*What the exercise asks*. What is needed is a single figure: how many lines of the records below contain the word "tspan".

*Available records*.
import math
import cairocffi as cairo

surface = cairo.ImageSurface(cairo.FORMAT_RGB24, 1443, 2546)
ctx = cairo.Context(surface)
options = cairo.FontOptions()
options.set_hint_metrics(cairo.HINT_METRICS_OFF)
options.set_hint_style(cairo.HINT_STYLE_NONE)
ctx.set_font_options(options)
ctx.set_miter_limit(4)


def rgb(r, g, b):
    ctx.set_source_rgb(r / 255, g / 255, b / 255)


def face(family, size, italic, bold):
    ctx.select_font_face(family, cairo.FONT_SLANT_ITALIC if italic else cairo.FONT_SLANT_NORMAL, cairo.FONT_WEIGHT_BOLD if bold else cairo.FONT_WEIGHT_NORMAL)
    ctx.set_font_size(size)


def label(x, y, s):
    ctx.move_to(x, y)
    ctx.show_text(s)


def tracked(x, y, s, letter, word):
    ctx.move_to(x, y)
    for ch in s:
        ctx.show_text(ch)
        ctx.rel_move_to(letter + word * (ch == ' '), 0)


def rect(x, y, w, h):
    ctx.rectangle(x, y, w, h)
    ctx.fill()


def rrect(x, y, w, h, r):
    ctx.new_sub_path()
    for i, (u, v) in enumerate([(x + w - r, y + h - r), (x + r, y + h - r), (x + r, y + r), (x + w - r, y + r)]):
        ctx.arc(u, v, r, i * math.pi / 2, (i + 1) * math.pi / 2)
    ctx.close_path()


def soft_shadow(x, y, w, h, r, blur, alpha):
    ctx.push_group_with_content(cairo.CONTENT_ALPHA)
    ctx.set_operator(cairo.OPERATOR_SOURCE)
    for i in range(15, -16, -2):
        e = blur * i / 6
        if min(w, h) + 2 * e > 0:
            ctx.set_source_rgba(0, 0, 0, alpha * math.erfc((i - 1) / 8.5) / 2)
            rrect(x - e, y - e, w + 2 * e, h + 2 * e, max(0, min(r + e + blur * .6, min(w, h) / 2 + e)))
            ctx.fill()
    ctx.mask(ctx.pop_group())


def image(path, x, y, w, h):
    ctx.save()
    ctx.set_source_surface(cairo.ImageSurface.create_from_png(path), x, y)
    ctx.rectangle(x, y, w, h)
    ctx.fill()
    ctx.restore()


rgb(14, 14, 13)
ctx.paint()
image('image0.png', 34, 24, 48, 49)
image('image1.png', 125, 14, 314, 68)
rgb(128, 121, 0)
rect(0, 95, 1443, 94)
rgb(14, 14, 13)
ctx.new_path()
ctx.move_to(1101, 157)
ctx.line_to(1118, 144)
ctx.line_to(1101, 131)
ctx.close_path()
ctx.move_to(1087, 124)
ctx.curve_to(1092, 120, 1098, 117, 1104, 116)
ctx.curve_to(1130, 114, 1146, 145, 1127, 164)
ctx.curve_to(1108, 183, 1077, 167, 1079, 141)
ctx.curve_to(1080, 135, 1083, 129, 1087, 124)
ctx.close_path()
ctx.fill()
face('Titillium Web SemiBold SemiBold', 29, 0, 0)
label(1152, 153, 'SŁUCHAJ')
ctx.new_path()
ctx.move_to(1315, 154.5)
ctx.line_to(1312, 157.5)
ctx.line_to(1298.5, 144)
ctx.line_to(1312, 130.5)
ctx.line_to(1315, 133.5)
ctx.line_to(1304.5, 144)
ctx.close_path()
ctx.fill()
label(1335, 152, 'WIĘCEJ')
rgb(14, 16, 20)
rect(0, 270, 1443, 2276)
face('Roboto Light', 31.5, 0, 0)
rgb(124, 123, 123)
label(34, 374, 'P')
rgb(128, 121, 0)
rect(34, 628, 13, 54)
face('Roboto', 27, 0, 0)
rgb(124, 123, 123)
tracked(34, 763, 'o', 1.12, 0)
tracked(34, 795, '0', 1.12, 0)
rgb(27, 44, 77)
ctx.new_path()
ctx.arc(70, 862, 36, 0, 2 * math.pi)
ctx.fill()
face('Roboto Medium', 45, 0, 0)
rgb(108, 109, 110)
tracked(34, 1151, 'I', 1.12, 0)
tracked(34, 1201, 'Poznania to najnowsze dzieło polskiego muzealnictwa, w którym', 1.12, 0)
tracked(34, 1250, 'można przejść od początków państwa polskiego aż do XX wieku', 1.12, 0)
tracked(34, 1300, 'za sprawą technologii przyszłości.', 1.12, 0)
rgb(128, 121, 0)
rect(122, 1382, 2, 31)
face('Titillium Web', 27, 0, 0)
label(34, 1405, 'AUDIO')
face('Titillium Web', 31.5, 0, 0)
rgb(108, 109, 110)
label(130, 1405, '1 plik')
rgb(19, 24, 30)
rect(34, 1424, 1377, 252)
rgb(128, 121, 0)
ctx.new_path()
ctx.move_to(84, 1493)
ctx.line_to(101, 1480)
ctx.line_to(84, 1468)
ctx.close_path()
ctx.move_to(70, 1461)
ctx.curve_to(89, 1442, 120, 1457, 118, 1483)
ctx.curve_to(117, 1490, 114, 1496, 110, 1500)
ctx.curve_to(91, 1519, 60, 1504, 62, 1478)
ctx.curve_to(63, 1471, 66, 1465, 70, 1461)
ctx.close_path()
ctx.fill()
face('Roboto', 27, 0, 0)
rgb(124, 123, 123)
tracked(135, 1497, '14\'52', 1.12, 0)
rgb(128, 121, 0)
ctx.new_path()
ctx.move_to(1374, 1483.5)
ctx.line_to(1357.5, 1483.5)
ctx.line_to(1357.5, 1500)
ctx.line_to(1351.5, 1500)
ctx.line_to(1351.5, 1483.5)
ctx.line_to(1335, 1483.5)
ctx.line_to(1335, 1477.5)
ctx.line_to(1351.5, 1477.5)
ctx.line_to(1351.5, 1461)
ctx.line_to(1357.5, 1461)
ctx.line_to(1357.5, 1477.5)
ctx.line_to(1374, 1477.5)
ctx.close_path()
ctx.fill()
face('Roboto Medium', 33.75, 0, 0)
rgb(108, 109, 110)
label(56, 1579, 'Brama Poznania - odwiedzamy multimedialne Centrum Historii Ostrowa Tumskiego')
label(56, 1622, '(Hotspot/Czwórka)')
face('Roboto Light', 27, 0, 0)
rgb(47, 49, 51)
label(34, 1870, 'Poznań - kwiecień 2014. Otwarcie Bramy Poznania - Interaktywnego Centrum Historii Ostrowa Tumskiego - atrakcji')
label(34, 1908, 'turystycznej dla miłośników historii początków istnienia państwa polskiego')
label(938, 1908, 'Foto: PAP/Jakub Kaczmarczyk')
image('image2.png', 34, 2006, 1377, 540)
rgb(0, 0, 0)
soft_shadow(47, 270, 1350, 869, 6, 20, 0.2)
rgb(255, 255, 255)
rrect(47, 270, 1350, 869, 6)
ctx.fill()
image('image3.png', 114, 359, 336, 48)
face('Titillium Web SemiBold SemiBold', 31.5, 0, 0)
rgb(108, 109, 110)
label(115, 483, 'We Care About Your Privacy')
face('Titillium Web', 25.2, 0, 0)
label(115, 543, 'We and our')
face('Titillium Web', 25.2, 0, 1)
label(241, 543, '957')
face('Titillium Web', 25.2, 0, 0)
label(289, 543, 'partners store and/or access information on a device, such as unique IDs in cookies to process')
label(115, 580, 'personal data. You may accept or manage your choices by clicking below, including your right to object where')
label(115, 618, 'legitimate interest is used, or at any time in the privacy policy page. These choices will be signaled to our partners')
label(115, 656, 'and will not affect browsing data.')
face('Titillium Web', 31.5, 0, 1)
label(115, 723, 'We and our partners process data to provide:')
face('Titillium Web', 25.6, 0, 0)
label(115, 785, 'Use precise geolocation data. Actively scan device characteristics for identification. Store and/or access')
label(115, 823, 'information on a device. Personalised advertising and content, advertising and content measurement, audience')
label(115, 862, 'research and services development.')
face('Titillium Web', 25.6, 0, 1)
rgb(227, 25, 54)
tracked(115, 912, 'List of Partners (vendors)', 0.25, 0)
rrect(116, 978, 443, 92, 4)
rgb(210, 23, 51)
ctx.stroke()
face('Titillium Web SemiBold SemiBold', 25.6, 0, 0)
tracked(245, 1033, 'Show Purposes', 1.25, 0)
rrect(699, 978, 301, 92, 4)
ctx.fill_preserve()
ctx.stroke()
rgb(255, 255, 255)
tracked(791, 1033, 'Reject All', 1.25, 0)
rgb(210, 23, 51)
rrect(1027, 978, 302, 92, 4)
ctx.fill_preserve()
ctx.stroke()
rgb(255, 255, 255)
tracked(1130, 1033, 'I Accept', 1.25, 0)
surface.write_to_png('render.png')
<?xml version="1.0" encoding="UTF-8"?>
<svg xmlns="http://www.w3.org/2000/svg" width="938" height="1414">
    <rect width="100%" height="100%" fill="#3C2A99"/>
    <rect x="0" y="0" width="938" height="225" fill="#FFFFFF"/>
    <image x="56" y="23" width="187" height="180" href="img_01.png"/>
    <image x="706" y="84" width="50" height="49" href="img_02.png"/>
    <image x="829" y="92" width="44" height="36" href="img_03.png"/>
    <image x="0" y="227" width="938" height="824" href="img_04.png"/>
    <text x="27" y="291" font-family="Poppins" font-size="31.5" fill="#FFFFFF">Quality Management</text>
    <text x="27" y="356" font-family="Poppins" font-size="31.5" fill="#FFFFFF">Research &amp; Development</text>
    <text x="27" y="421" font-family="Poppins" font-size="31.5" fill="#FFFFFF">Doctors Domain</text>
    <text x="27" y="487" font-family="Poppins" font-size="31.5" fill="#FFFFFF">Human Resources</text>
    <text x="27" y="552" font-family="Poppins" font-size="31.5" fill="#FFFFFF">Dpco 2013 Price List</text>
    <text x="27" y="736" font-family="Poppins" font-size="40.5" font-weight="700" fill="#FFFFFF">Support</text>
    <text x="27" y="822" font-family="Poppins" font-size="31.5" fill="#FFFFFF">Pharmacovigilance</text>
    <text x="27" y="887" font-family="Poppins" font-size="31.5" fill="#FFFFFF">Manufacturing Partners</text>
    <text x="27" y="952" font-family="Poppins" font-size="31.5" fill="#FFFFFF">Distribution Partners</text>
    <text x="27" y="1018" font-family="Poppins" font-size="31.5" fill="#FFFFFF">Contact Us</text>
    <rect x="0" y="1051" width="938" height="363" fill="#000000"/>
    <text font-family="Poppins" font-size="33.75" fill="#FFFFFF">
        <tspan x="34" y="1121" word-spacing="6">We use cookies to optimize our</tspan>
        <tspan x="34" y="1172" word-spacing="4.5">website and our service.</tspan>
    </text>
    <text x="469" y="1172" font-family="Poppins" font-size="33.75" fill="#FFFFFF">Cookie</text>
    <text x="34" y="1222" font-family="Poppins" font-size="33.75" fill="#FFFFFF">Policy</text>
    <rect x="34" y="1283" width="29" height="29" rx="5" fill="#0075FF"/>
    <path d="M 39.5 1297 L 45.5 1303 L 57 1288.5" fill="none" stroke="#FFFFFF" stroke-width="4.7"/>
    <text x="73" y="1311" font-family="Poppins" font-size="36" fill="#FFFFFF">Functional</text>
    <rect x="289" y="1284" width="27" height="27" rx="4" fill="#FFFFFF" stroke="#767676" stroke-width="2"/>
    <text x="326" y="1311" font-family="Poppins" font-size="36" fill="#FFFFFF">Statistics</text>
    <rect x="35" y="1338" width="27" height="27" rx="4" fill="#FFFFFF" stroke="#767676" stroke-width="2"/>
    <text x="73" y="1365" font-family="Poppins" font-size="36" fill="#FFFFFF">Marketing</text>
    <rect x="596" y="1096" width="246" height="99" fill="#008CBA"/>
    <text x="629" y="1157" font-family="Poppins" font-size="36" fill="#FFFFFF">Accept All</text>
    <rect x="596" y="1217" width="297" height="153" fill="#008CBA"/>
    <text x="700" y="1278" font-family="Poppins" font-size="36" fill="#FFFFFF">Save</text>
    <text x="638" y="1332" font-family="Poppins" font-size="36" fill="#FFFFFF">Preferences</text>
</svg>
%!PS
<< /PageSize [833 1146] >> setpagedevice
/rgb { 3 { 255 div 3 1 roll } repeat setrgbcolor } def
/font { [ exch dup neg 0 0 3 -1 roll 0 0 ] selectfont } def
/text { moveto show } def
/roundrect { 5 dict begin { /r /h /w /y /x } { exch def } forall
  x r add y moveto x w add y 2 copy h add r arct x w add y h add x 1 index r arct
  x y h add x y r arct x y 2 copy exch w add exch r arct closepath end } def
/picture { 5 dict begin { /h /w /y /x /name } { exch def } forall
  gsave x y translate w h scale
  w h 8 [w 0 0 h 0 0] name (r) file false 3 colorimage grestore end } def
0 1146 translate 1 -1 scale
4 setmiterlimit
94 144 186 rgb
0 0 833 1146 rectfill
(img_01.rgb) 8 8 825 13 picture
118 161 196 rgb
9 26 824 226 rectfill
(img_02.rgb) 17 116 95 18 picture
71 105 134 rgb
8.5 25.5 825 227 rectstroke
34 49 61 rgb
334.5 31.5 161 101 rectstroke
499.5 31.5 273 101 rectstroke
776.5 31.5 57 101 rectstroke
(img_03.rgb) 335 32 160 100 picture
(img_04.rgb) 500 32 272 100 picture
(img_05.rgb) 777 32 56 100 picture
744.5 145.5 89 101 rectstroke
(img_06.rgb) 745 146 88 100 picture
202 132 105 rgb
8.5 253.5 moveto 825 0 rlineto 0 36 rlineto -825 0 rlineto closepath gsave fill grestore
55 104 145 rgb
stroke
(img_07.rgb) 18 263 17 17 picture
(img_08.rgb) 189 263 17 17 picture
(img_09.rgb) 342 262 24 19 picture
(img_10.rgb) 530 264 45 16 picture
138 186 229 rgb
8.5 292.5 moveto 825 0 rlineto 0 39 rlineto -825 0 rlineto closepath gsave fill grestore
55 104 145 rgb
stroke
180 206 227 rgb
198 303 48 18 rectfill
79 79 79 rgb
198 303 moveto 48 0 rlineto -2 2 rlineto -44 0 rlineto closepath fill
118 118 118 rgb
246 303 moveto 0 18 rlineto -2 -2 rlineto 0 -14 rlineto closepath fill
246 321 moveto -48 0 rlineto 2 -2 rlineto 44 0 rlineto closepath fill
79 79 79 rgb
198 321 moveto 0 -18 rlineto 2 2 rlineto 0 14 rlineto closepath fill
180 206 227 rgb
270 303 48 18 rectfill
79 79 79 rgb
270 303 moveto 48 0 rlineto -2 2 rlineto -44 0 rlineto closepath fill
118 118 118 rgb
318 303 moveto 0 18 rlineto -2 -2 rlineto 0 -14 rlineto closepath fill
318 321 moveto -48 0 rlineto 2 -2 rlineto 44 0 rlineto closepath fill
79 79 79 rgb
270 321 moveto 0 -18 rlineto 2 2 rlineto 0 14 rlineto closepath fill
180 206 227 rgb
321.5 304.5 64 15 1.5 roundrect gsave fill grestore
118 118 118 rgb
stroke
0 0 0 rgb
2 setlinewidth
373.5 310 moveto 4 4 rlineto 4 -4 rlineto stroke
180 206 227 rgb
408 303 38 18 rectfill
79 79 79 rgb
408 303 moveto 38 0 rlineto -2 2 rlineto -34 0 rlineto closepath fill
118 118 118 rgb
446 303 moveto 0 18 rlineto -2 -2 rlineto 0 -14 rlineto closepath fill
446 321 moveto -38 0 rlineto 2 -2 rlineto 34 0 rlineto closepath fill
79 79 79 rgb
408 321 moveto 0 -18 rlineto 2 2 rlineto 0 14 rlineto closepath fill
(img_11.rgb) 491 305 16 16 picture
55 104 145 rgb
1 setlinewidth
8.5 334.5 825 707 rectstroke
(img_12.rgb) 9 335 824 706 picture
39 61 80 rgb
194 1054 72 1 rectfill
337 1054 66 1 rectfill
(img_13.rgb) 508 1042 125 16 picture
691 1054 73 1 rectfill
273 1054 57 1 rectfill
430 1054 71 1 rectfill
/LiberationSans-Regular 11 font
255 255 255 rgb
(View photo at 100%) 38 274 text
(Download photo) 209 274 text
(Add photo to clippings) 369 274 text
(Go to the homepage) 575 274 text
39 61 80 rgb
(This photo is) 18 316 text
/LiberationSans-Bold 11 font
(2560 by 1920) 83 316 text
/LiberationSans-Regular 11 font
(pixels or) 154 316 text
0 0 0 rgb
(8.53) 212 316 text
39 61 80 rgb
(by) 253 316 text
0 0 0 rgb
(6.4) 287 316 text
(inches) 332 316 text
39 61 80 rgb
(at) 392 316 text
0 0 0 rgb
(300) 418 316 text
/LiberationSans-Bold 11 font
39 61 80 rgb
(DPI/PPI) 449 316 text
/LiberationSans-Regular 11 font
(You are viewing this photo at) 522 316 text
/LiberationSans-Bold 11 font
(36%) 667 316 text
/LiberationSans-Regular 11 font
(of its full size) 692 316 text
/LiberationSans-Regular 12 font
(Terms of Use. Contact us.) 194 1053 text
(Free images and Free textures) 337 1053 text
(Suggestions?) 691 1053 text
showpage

*Exercise answer*. 2